Our separation wound up being much harder than we could have ever anticipated. The brother I was used to seeing every day, whether it was to scream at each other or protect each other, was now 3,000 miles away. We had always fought, but our fights took on a new ferocity. We didn't know what to do with each other now that we lived in such completely different worlds. There was a lot of jealousy and resentment, especially on my part. I chose to go home, but I worried that my choice meant he was going to live a better life. He went to a better school, had better clothes, and had way more freedom than I did. I always thought it was unfair, and I was jealous. We had the same two parents, but we were being raised in completely different ways, which gave us a complex about each other. We didn't realise that we were still the same people that we always were and that we had more in common than we realised.
The separation led to a lot of long and awkward silences.
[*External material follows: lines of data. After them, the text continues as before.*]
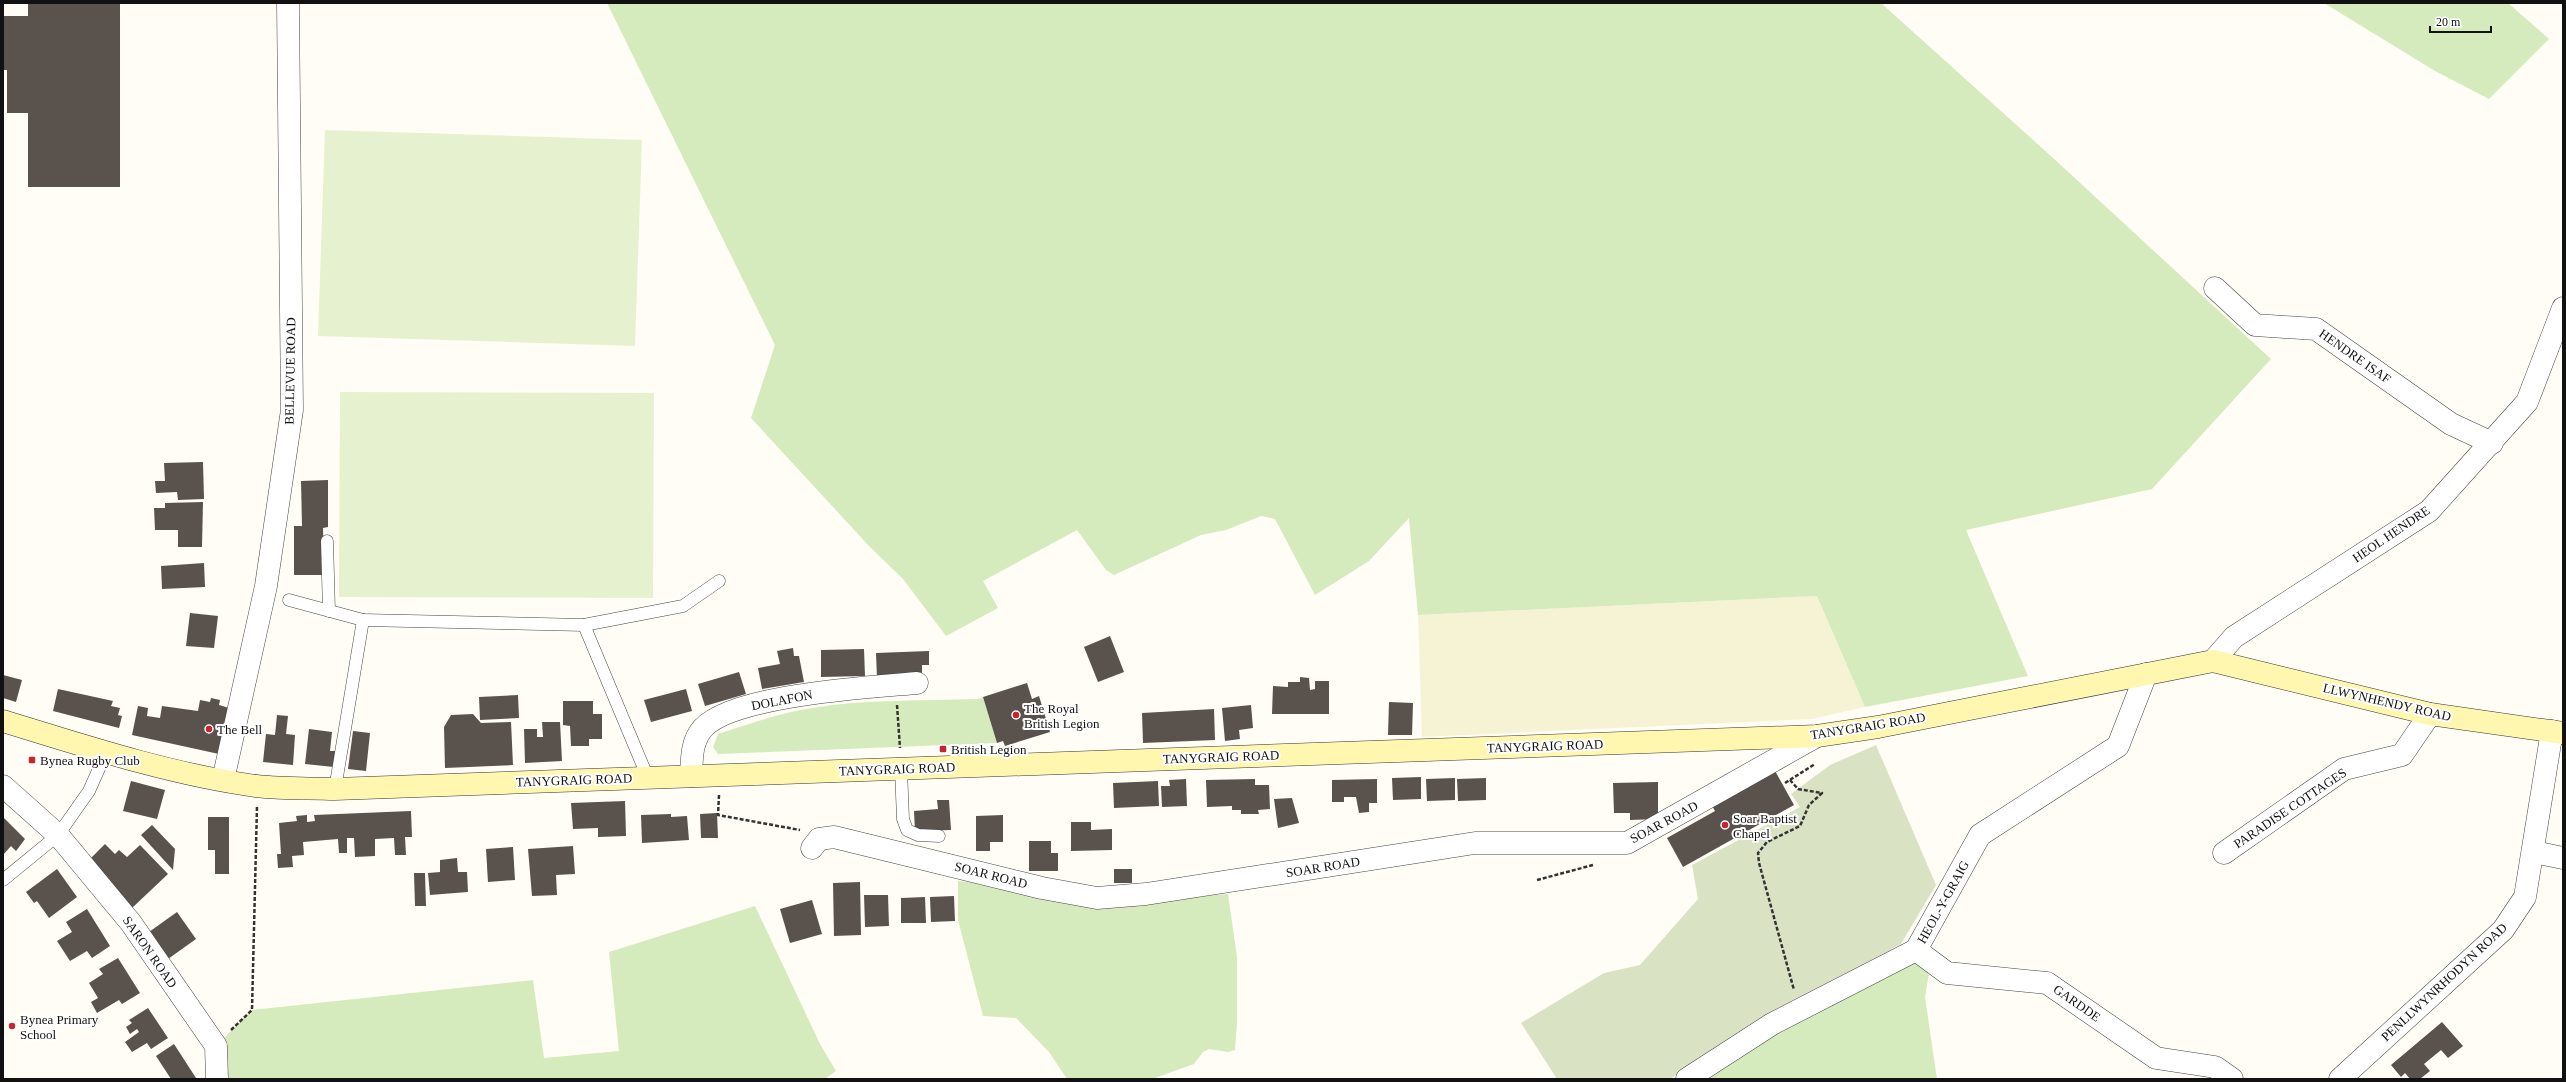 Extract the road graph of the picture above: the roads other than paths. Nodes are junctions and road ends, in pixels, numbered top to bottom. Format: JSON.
{"nodes":[{"id":1,"x":288,"y":3,"type":"edge"},
{"id":2,"x":2215,"y":288,"type":"dead end"},
{"id":3,"x":2563,"y":308,"type":"edge"},
{"id":4,"x":2492,"y":443,"type":"junction"},
{"id":5,"x":327,"y":541,"type":"dead end"},
{"id":6,"x":719,"y":581,"type":"dead end"},
{"id":7,"x":289,"y":600,"type":"dead end"},
{"id":8,"x":329,"y":610,"type":"junction"},
{"id":9,"x":363,"y":620,"type":"junction"},
{"id":10,"x":584,"y":625,"type":"junction"},
{"id":11,"x":2213,"y":661,"type":"junction"},
{"id":12,"x":2146,"y":674,"type":"junction"},
{"id":13,"x":906,"y":684,"type":"road end"},
{"id":14,"x":2430,"y":714,"type":"junction"},
{"id":15,"x":3,"y":722,"type":"edge"},
{"id":16,"x":2557,"y":732,"type":"edge"},
{"id":17,"x":1817,"y":736,"type":"junction"},
{"id":18,"x":106,"y":753,"type":"junction"},
{"id":19,"x":901,"y":769,"type":"junction"},
{"id":20,"x":691,"y":776,"type":"junction"},
{"id":21,"x":648,"y":778,"type":"junction"},
{"id":22,"x":223,"y":780,"type":"junction"},
{"id":23,"x":3,"y":786,"type":"edge"},
{"id":24,"x":335,"y":789,"type":"junction"},
{"id":25,"x":58,"y":835,"type":"junction"},
{"id":26,"x":939,"y":836,"type":"dead end"},
{"id":27,"x":808,"y":840,"type":"road end"},
{"id":28,"x":2534,"y":852,"type":"junction"},
{"id":29,"x":2224,"y":853,"type":"dead end"},
{"id":30,"x":2563,"y":858,"type":"edge"},
{"id":31,"x":3,"y":880,"type":"edge"},
{"id":32,"x":1916,"y":950,"type":"junction"},
{"id":33,"x":217,"y":1079,"type":"edge"},
{"id":34,"x":1687,"y":1079,"type":"edge"},
{"id":35,"x":2232,"y":1079,"type":"edge"},
{"id":36,"x":2340,"y":1079,"type":"edge"}],
"edges":[{"from":1,"to":22,"type":"street","name":"BELLEVUE ROAD"},
{"from":2,"to":4,"type":"street","name":"HENDRE ISAF"},
{"from":3,"to":4,"type":"street","name":"HEOL HENDRE"},
{"from":4,"to":11,"type":"street","name":"HEOL HENDRE"},
{"from":5,"to":8,"type":"lane"},
{"from":6,"to":10,"type":"lane"},
{"from":7,"to":8,"type":"lane"},
{"from":8,"to":9,"type":"lane"},
{"from":9,"to":10,"type":"lane"},
{"from":9,"to":24,"type":"lane"},
{"from":10,"to":21,"type":"lane"},
{"from":11,"to":12,"type":"main road","name":"TANYGRAIG ROAD"},
{"from":11,"to":14,"type":"main road","name":"LLWYNHENDY ROAD"},
{"from":12,"to":17,"type":"main road","name":"TANYGRAIG ROAD"},
{"from":12,"to":32,"type":"street","name":"HEOL-Y-GRAIG"},
{"from":13,"to":20,"type":"street","name":"DOLAFON"},
{"from":14,"to":16,"type":"main road","name":"LLWYNHENDY ROAD"},
{"from":14,"to":29,"type":"street","name":"PARADISE COTTAGES"},
{"from":15,"to":18,"type":"main road","name":"TANYGRAIG ROAD"},
{"from":16,"to":28,"type":"street","name":"PENLLWYNRHODYN ROAD"},
{"from":17,"to":19,"type":"main road","name":"TANYGRAIG ROAD"},
{"from":17,"to":27,"type":"street","name":"SOAR ROAD"},
{"from":18,"to":22,"type":"main road","name":"TANYGRAIG ROAD"},
{"from":18,"to":25,"type":"lane"},
{"from":19,"to":20,"type":"main road","name":"TANYGRAIG ROAD"},
{"from":19,"to":26,"type":"lane"},
{"from":20,"to":21,"type":"main road","name":"TANYGRAIG ROAD"},
{"from":21,"to":24,"type":"main road","name":"TANYGRAIG ROAD"},
{"from":22,"to":24,"type":"main road","name":"TANYGRAIG ROAD"},
{"from":23,"to":25,"type":"street","name":"SARON ROAD"},
{"from":25,"to":31,"type":"lane"},
{"from":25,"to":33,"type":"street","name":"SARON ROAD"},
{"from":28,"to":30,"type":"street"},
{"from":28,"to":36,"type":"street","name":"PENLLWYNRHODYN ROAD"},
{"from":32,"to":34,"type":"street","name":"HEOL-Y-GRAIG"},
{"from":32,"to":35,"type":"street","name":"GARDDE"}]}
A lot of people asked about my brother, and I had to admit that we weren't really on speaking terms. Our relationship was very strained during these years. We would text sometimes, but we didn't seem to have much to talk about. When we did see each other, we would mostly just argue or make underhanded bratty comments about each other. It was horrible. Our whole family felt the tension that had grown between us.
Several years after the separation, when we were both adults, living our own lives, our grandmother passed away. She was a force of light and goodness, and her loss impacted us both deeply. At this point in our lives, we would have been separated anyway — I was still in California, going to college and living with our mom. He was in on the East Coast going to an Ivy League school. It was normal for us to be apart now: siblings don't stay together forever. The tensions over being raised separately started to evaporate, because no one was raising us any more. Teenagers are notoriously emotional and not great at controlling themselves, and we were both past that stage. We also had a common emotion: grief. He was the only person who truly understood what we had lost. Our grandmother and grandfather took care of us every Friday afternoon for most of our formative years. They were our consistency in an otherwise chaotic childhood.
After Grandma's celebration of life, my brother and I sat up talking well into the night. We reconnected, and we realised what we had in each other. We never acknowledged it, but something about losing someone so close to us made us realise how our separation didn't need to mean a permanent split in our relationship. We were honest with each other about why we had been so upset over the years, and we both agreed to let things go. I talked about my jealousy, and he talked about how my attitude and insecurities impacted him. We both apologised for a lot of things that had been said in anger. Our family is not the most simple of families, and we realised that we were better equipped to manage all that working as a team. It's what we always did when we were little, and it's what we needed to get back to. My brother and I still live on opposite ends of the country. He's an East Coast man, and I will forever be a California girl. Now, though, we are closer than ever. When family drama pops up, or we just need to talk, we can turn to each other with no tension or awkwardness. I send him memes all the time. My brother is my best friend again. I am proud of everything he achieves, and 3,000 miles isn't anything to break the bond we have. Sometimes I think he's the only person who truly understands me.
Through this, I've learned that siblings shouldn't be separated if the situation can be avoided. Our separation caused problems that didn't need to exist, and our relationship suffered for it. We lost time we'll never get back. But I also learned that separating from a sibling doesn't need to be a permanent problem. The key is to remember what brings you together, and not what separates you. We may have different lives on different sides of the country, but a sibling is something sacred. And now I know my brother and I can make it through anything.